Task: Find the string "Çıkmazı" in the material. Copy every line that has it.

Data records:
##########

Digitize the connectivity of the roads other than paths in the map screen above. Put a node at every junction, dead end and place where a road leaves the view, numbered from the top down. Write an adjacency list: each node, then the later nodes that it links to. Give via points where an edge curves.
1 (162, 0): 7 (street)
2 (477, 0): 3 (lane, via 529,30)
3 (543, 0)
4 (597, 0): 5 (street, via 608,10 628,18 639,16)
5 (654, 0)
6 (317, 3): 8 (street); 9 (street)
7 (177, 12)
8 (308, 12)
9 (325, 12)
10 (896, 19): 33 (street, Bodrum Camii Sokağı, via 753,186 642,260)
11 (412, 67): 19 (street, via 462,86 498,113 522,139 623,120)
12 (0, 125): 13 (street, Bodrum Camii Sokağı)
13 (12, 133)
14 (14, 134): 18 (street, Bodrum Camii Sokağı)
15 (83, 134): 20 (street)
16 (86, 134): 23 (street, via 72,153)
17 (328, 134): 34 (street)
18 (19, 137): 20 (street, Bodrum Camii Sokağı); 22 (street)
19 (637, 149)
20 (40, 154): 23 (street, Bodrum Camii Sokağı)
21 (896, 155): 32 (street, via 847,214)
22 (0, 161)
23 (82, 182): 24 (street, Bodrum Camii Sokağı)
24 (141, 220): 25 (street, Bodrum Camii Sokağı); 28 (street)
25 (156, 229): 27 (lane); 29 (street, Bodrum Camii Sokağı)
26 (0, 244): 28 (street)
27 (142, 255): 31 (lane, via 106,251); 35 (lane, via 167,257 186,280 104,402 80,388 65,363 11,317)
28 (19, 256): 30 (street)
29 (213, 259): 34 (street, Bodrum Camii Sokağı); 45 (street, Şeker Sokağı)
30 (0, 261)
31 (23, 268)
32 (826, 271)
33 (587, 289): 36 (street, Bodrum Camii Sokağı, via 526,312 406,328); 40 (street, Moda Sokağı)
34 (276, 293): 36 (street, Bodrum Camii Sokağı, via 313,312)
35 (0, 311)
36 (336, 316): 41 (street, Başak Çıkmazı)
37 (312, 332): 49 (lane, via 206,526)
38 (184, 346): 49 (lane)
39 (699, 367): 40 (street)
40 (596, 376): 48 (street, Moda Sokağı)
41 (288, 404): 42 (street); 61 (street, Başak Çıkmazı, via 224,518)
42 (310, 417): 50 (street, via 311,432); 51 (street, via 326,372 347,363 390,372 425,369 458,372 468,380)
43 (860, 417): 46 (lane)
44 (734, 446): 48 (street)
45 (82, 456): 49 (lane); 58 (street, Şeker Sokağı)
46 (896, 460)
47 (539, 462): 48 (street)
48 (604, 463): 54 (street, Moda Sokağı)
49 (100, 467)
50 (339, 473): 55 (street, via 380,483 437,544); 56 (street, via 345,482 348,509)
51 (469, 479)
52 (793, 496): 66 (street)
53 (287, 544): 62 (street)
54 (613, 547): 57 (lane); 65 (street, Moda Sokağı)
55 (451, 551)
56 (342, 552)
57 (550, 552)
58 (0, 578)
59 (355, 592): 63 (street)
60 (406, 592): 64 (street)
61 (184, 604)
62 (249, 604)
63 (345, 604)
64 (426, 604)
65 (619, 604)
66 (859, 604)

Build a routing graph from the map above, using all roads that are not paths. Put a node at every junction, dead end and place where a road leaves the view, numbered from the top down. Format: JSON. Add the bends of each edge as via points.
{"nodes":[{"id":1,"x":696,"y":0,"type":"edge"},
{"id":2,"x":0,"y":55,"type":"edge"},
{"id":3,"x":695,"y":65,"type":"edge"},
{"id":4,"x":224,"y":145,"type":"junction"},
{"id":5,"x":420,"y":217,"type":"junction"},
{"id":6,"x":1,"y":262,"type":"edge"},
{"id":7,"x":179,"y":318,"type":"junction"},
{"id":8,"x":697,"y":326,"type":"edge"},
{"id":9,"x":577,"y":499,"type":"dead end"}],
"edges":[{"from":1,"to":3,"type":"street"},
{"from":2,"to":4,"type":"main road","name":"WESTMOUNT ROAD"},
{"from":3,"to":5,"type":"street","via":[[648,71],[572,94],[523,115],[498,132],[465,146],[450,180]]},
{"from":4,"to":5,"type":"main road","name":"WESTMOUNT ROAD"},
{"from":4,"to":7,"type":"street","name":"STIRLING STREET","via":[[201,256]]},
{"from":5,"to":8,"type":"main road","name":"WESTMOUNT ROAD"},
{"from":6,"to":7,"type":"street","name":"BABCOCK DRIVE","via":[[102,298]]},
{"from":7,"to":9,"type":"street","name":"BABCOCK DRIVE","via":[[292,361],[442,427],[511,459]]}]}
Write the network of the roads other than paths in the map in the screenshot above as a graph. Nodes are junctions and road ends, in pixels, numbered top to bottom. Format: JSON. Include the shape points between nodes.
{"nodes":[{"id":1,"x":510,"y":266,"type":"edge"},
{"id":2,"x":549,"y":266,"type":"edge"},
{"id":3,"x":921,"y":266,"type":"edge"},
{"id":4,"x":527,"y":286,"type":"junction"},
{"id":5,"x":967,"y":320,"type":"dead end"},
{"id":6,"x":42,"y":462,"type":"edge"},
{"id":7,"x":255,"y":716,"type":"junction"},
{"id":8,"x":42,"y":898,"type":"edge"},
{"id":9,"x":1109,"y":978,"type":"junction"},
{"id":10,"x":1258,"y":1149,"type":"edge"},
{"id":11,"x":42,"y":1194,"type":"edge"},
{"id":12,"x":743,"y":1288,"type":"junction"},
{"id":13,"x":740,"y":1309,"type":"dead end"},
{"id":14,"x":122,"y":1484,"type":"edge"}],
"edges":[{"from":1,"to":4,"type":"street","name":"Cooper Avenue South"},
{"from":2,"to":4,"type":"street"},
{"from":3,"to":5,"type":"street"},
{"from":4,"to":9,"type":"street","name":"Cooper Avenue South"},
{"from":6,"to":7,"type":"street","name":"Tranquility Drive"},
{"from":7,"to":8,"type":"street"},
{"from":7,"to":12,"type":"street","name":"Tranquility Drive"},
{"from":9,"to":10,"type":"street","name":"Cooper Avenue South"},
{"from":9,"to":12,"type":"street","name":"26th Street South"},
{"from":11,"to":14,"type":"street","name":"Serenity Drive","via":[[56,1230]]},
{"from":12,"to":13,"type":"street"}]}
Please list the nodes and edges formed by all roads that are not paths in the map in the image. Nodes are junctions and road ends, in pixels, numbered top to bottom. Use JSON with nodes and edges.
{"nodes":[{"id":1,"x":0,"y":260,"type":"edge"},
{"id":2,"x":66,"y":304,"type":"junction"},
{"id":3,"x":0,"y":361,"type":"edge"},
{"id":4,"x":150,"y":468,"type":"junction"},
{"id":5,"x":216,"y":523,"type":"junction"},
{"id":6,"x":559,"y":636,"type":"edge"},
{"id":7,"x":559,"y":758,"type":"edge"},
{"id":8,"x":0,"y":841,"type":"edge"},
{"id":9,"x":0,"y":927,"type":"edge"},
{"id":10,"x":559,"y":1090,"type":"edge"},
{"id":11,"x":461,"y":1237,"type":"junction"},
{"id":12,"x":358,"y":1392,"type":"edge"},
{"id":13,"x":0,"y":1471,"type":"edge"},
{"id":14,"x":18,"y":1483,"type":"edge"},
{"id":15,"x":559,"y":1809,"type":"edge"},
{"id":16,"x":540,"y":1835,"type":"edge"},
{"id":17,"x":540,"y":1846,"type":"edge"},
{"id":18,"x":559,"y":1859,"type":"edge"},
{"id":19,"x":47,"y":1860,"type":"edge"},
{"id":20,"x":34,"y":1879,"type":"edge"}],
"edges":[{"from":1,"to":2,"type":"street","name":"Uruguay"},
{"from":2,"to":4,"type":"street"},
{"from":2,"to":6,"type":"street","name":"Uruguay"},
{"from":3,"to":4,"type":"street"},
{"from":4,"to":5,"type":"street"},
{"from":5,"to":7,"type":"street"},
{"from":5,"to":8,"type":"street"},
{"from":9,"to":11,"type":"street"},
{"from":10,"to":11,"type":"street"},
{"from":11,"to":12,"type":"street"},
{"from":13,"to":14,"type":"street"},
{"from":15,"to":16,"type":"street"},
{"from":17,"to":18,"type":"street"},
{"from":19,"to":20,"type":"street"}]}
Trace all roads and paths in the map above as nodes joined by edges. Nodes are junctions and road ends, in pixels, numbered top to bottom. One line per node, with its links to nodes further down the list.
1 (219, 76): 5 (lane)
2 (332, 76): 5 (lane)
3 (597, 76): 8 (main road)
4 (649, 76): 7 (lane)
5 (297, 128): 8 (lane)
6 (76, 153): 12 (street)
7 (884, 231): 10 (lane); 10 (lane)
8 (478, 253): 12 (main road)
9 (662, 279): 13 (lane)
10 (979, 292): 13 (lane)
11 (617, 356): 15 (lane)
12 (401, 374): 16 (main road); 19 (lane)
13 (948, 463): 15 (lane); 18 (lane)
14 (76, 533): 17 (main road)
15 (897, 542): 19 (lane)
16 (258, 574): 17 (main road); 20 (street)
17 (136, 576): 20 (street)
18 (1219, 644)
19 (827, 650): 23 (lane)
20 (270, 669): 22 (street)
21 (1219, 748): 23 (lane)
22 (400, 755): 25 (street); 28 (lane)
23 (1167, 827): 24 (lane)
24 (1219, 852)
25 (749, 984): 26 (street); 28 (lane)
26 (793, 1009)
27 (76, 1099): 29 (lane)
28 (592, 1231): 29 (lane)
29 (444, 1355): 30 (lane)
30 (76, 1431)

##########

Answer to the exercise:
36 (336, 316): 41 (street, Başak Çıkmazı)
41 (288, 404): 42 (street); 61 (street, Başak Çıkmazı, via 224,518)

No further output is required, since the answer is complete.